Argentine ex-president Kirchner goes on trial in new corruption case
BUENOS AIRES: Argentine ex-president Cristina Kirchner, who is serving a six-year fraud sentence under house arrest, goes on trial Thursday in a separate case for allegedly taking millions of dollars in bribes.
The center-left Kirchner, a dominant and polarizing figure in Argentine politics for over two decades, served two terms from 2007-2015.
Her latest trial comes as her ailing Peronist movement — named after iconic post-war leader Juan Peron — reels from its stinging defeat at the hands of right-wing President Javier Milei’s party in last month’s midterm elections.

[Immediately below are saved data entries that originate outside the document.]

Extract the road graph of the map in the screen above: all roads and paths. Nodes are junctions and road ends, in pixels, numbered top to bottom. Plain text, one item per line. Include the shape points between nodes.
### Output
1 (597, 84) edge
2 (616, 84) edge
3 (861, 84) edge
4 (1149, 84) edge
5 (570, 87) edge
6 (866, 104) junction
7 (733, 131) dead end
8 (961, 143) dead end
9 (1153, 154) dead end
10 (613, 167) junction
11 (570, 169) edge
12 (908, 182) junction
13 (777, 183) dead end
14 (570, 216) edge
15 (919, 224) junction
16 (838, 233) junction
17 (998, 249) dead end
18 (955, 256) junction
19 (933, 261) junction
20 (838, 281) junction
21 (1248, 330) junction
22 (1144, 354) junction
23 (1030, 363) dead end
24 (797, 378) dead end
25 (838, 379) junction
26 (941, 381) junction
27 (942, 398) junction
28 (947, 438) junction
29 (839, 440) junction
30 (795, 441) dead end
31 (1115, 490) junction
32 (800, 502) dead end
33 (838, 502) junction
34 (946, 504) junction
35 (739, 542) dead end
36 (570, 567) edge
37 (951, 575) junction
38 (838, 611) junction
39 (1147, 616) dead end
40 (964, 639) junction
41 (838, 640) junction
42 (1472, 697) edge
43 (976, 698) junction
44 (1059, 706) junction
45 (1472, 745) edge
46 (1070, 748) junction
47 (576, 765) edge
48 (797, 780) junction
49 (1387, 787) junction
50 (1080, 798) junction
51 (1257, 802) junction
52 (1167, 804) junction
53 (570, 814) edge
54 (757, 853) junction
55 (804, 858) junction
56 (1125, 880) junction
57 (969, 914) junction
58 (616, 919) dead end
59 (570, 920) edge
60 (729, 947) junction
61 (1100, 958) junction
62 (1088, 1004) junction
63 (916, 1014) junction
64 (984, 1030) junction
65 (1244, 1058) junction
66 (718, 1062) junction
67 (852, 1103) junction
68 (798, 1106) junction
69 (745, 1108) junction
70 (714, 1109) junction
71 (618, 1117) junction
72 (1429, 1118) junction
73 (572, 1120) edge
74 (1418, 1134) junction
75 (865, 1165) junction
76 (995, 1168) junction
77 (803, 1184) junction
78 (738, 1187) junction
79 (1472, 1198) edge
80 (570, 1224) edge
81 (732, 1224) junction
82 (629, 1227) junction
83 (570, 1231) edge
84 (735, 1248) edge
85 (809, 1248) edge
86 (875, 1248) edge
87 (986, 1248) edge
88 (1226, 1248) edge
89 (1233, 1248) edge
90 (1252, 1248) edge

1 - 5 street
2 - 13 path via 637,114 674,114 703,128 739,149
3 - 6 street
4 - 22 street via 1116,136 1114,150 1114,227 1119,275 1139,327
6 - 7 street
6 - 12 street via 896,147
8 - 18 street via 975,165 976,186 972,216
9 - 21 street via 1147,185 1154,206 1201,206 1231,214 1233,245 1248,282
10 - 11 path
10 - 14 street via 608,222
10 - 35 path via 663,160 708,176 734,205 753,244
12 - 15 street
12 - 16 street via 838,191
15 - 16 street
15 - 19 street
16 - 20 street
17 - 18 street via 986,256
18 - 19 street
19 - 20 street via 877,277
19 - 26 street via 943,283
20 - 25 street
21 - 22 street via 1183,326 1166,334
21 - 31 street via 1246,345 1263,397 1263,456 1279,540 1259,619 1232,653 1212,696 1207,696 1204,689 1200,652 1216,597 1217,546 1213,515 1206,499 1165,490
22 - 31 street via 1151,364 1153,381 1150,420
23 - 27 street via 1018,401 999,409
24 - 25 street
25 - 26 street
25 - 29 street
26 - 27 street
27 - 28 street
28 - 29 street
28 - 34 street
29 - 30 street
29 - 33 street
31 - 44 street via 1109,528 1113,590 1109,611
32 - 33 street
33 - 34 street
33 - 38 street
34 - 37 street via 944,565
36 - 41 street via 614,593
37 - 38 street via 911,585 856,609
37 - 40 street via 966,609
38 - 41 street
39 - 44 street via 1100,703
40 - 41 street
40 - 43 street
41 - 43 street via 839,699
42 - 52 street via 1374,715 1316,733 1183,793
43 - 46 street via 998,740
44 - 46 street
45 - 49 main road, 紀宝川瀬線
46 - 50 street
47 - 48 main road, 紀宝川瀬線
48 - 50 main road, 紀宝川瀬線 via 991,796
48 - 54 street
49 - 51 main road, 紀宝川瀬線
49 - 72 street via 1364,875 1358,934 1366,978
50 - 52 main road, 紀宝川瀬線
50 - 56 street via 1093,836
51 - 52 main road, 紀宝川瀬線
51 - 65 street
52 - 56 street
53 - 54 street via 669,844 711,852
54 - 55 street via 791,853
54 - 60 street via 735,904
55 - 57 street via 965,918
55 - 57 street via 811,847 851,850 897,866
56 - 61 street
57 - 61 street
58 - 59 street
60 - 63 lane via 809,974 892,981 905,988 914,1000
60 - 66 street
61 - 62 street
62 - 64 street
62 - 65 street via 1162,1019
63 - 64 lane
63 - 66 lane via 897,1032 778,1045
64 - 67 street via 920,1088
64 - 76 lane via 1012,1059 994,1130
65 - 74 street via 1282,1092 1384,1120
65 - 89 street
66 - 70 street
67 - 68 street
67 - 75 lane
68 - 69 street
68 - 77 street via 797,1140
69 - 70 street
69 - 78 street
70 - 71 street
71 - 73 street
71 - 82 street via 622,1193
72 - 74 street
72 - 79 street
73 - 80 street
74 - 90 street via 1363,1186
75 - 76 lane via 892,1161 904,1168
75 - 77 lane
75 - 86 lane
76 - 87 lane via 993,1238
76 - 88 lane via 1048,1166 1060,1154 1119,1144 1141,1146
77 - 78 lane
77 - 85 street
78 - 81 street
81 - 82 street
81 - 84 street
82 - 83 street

Milei has hailed the result as a vindication of his radical free-market agenda, which the Peronists, champions of state intervention in the economy, vehemently oppose.
The so-called “notebooks” scandal revolves around records kept by a government chauffeur of cash bribes he claims to have delivered from businessmen to government officials between 2003-2015.
Kirchner, 72, was first lady from 2003-2007, when her late husband Nestor Kirchner was president.
She succeeded him after his term ended and then later served as vice president to Alberto Fernandez from 2019 until 2023, when Milei took office.
Kirchner is accused of leading a criminal enterprise that took bribes from businesspeople in return for the awarding of state contracts.
Eighty-seven people are accused in the case, including a former minister and several junior ministers.
Kirchner, who was placed under house arrest with an electronic ankle monitor in June after being convicted of “fraudulent administration” as president, maintains she is the victim of a politically-inspired judicial hounding.
It was not clear whether she will appear at the trial by video-conference from her home in Buenos Aires.
She faces between six and 10 years in prison if convicted at the end of what is expected to be a lengthy trial.
Her lawyers have cast doubt on the credibility of the entries in the chauffeur’s notebooks, saying they were changed over 1,500 times.